Dec 23, 2011 11:01 am

Marcela Valladolid & Kahlúa improve your brunch

Marcela Valladolid
Take it from Marcela Valladolid: "You don't want soup for brunch."
 

A lot of people love Sunday brunch, but after going to the same neighborhood diner a couple weeks on end, you may start to suffer from brunch fatigue. An easy way to break up your routine is to cook at home, but let’s be honest, when you’re hungover Sunday morning, making a lavish brunch seems a little, well, unappetizing.

That is, unless it's a potluck. Marcela Valladolid, the sultry Food Network star, is a champion of potluck brunches and she’s teamed up with a brand from her homeland Mexico, Kahlúa, the boozy drink that makes any coffee better, to create the Delicioso Brunch Club app which — you guessed it — helps you organize your own potluck brunch.

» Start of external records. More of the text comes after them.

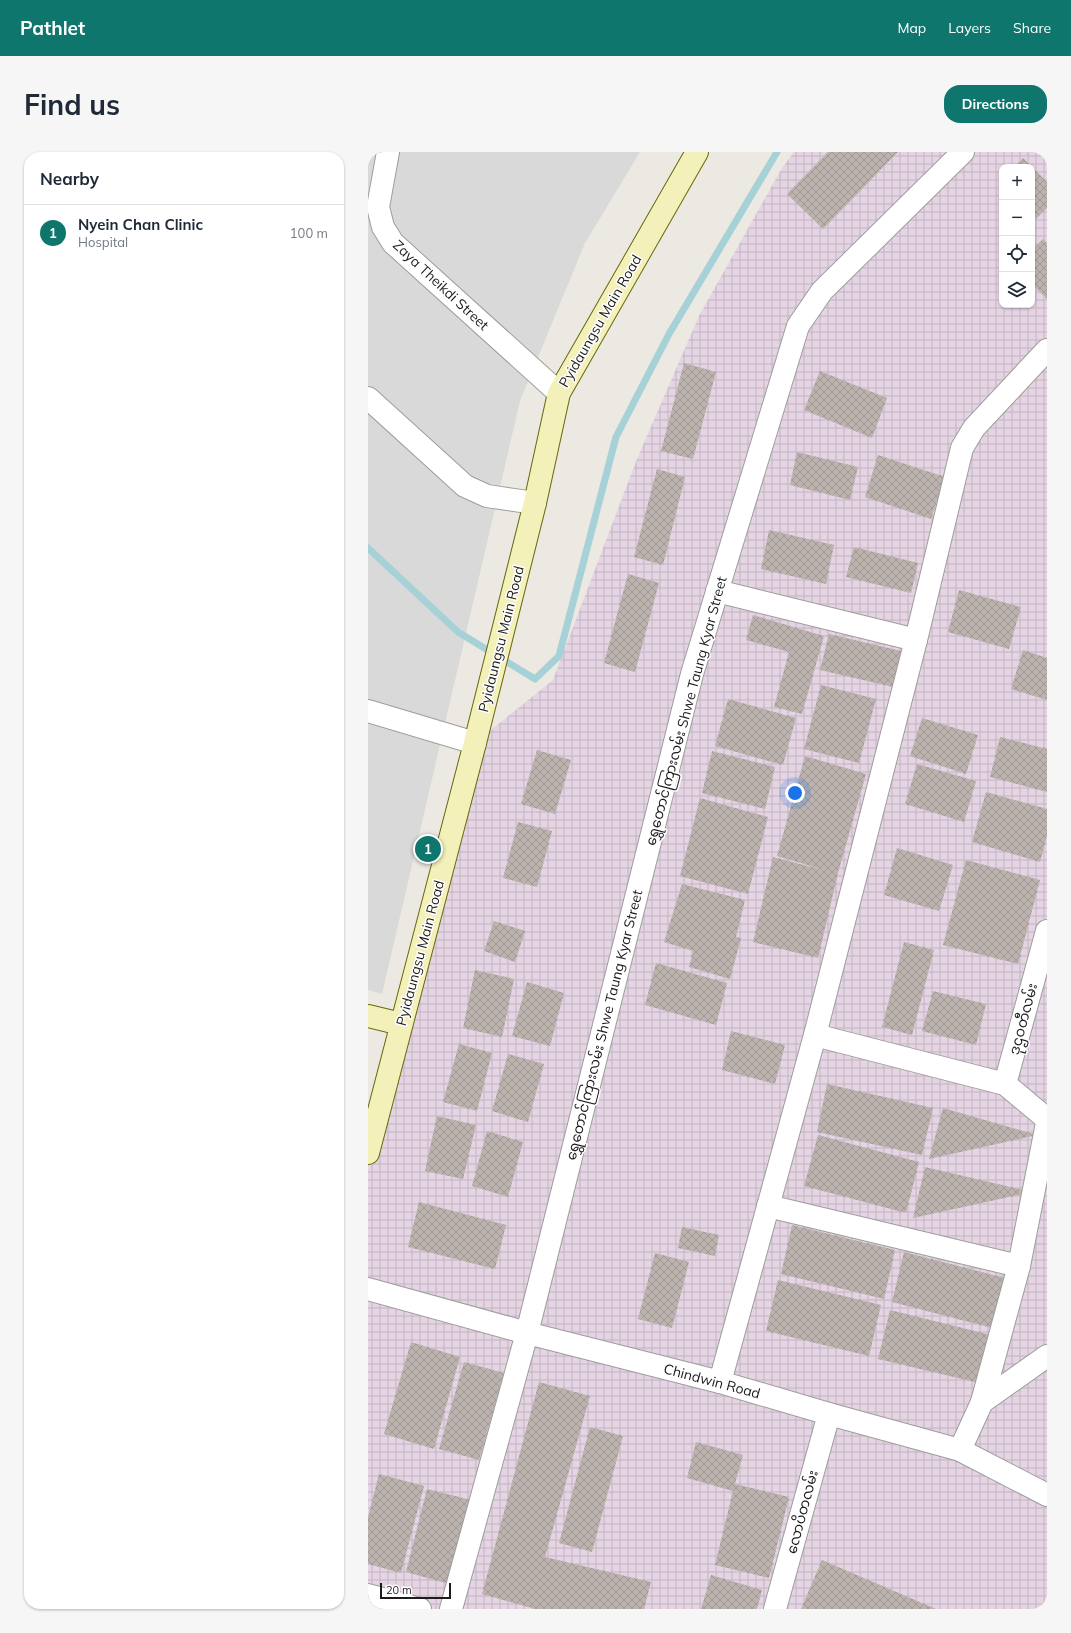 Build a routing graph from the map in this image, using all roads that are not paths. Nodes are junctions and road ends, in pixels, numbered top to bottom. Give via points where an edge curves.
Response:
1 (388, 152) edge
2 (697, 152) edge
3 (963, 152) edge
4 (1047, 350) edge
5 (559, 393) junction
6 (368, 398) edge
7 (535, 503) junction
8 (717, 591) junction
9 (916, 640) junction
10 (368, 711) edge
11 (475, 743) junction
12 (1047, 931) edge
13 (368, 1016) edge
14 (401, 1024) junction
15 (815, 1035) junction
16 (1005, 1084) junction
17 (1047, 1119) edge
18 (1047, 1123) edge
19 (368, 1153) edge
20 (768, 1206) junction
21 (1019, 1266) junction
22 (368, 1289) edge
23 (527, 1333) junction
24 (1047, 1356) edge
25 (720, 1382) junction
26 (982, 1402) junction
27 (829, 1414) junction
28 (960, 1450) junction
29 (1047, 1495) edge
30 (368, 1595) edge
31 (420, 1609) edge
32 (451, 1609) edge
33 (775, 1609) edge

1 - 5 street, Zaya Theikdi Street via 378,207 383,227 393,243
2 - 5 main road, Pyidaungsu Main Road
3 - 8 street, ရွှေတောင်ကြားလမ်း Shwe Taung Kyar Street via 822,291 798,326
4 - 9 street via 974,428 962,448
5 - 7 main road, Pyidaungsu Main Road
6 - 7 street via 465,486 487,496
7 - 11 main road, Pyidaungsu Main Road
8 - 9 street
8 - 23 street, ရွှေတောင်ကြားလမ်း Shwe Taung Kyar Street via 692,674
9 - 15 street
10 - 11 street
11 - 14 main road, Pyidaungsu Main Road
12 - 16 street, ဒုဌဝတီလမ်း
13 - 14 main road
14 - 19 main road, Pyidaungsu Main Road
15 - 16 street
15 - 20 street
16 - 17 street
18 - 21 street
20 - 21 street
20 - 25 street
21 - 26 street
22 - 23 street, Chindwin Road
23 - 25 street, Chindwin Road
23 - 32 street, ရွှေတောင်ကြားလမ်း Shwe Taung Kyar Street
24 - 26 street
25 - 27 street, Chindwin Road
26 - 28 street
27 - 28 street, Chindwin Road
27 - 33 street, လောပိတလမ်း
28 - 29 street, Chindwin Road
30 - 31 street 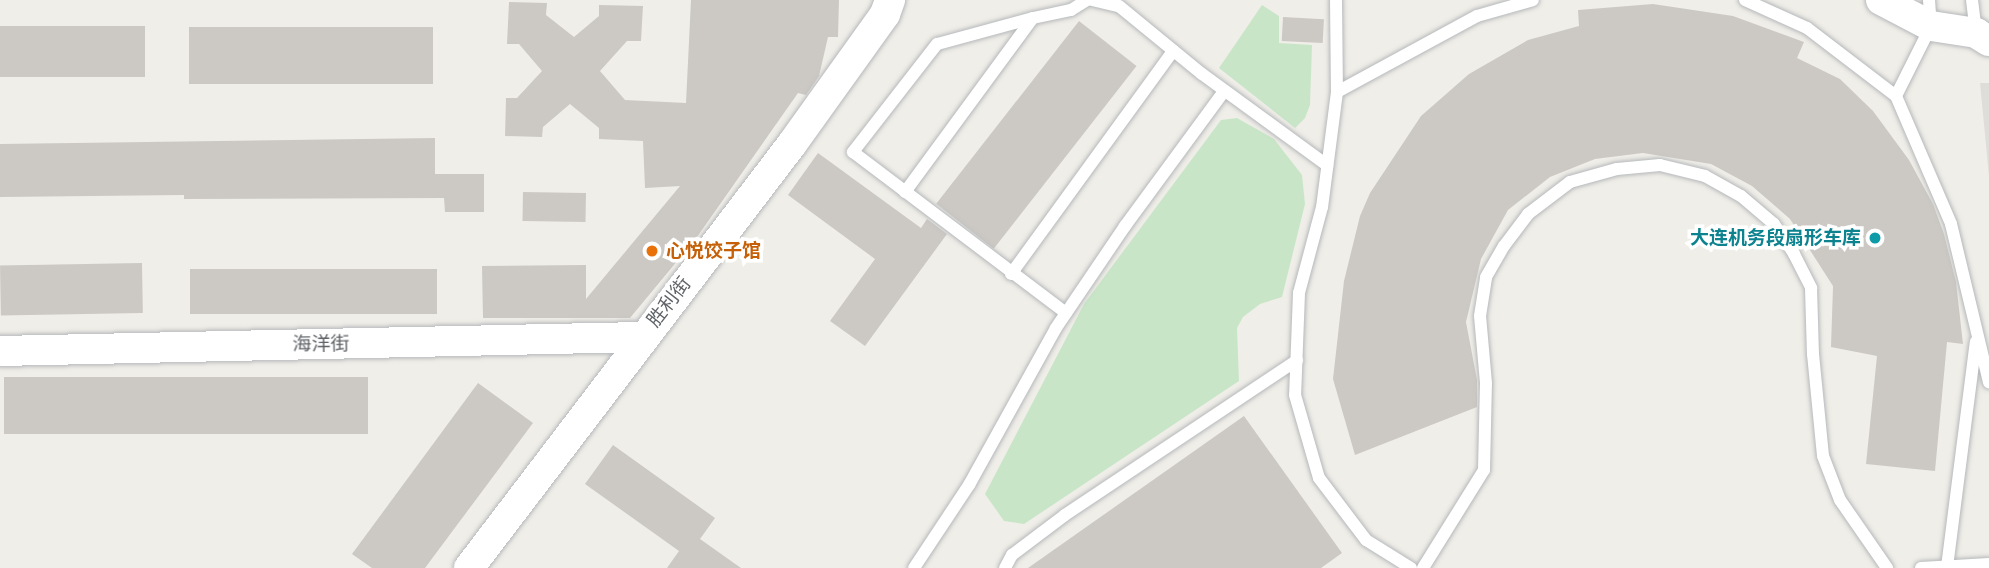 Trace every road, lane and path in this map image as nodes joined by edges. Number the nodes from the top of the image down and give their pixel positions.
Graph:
1 (890, 0) edge
2 (1089, 0) edge
3 (1336, 0) edge
4 (1533, 0) edge
5 (1745, 0) edge
6 (1881, 0) edge
7 (1972, 0) edge
8 (1930, 13) edge
9 (1033, 18) junction
10 (1982, 37) edge
11 (1173, 51) junction
12 (1224, 91) junction
13 (1337, 92) junction
14 (1896, 96) junction
15 (1328, 165) junction
16 (905, 192) junction
17 (1011, 274) junction
18 (1066, 313) junction
19 (1977, 333) junction
20 (642, 337) junction
21 (0, 351) edge
22 (1297, 360) junction
23 (1989, 382) edge
24 (1989, 564) edge
25 (1947, 567) edge
26 (469, 568) edge
27 (914, 568) edge
28 (1005, 568) edge
29 (1411, 568) edge
30 (1423, 568) edge
31 (1887, 568) edge
32 (1922, 568) edge

1 - 20 street, 胜利街
2 - 9 lane
2 - 11 lane
3 - 13 lane
4 - 13 lane
5 - 14 lane
6 - 8 street
7 - 10 lane
8 - 10 street
8 - 14 lane
9 - 16 lane
9 - 16 lane
11 - 12 lane
11 - 17 lane
12 - 15 lane
12 - 18 lane
13 - 15 lane
14 - 19 lane
15 - 22 lane
16 - 17 lane
17 - 18 lane
18 - 27 lane
19 - 23 lane
19 - 25 lane
20 - 21 street, 海洋街
20 - 26 street, 胜利街
22 - 28 lane
22 - 29 lane
24 - 25 lane
25 - 32 lane
30 - 31 lane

With the holidays coming and all, we haven't had time to download the app yet, so we poured some Kahlúa into our coffee and squeezed 5 tips to hosting a successful potluck brunch out of Valladolid. She politely declined our offer to c0-host.

  1. Set a theme
    “Try to stick with a theme to bring it all together. If you just leave it open you could have someone bringing sushi and someone bringing huevos rancheros. Give them a couple of options. Tell them you’re missing something sweet with chocolate in it or you’re missing something savory that needs to be veggie based. So you don’t limit your guests and say you have to make tacos al pastor or whatever. Give them a guideline so you keep your menu focused. Hosts can make the cocktail, which I always recommend so people aren’t transporting bottles, and then maybe one dish or the dessert. The guests can divvy up the other menu items.”
  2. Make food that can sit at room temperature
    “Always bring something you can leave at room temperature for a couple of hours. So quiches or egg-based dishes are great, potato dishes are great. Stay away from seafood-based dishes in general.”           
  3. Serve food that doesn’t require silverware
    “Having items where you don’t need silverware is always fun because it’s all about mingling and being with friends and family — and you want to have the Kahlúa cocktail in one hand and the appetizer in the other. You always have to think about if it’s going to be plated, then it’s probably going to be sitting on your lap, because brunch is not all about sitting at the table but more like setting up a buffet. So you don’t want soup for brunch.”
  4. Find something for everyone to do
    “If you have someone who doesn’t want to cook tell them to be in charge of a non-alcoholic beverage. You always want them to participate. Or another really important part of the brunch is printing out a menu, and that can be their responsibility.”
  5. Never experiment
    “The most important part is to make sure you’re really comfortable with the food you’re putting in front of your guests. Make sure you test the food and that you love it so much you want someone else to try it. Never try to experiment with your guests.”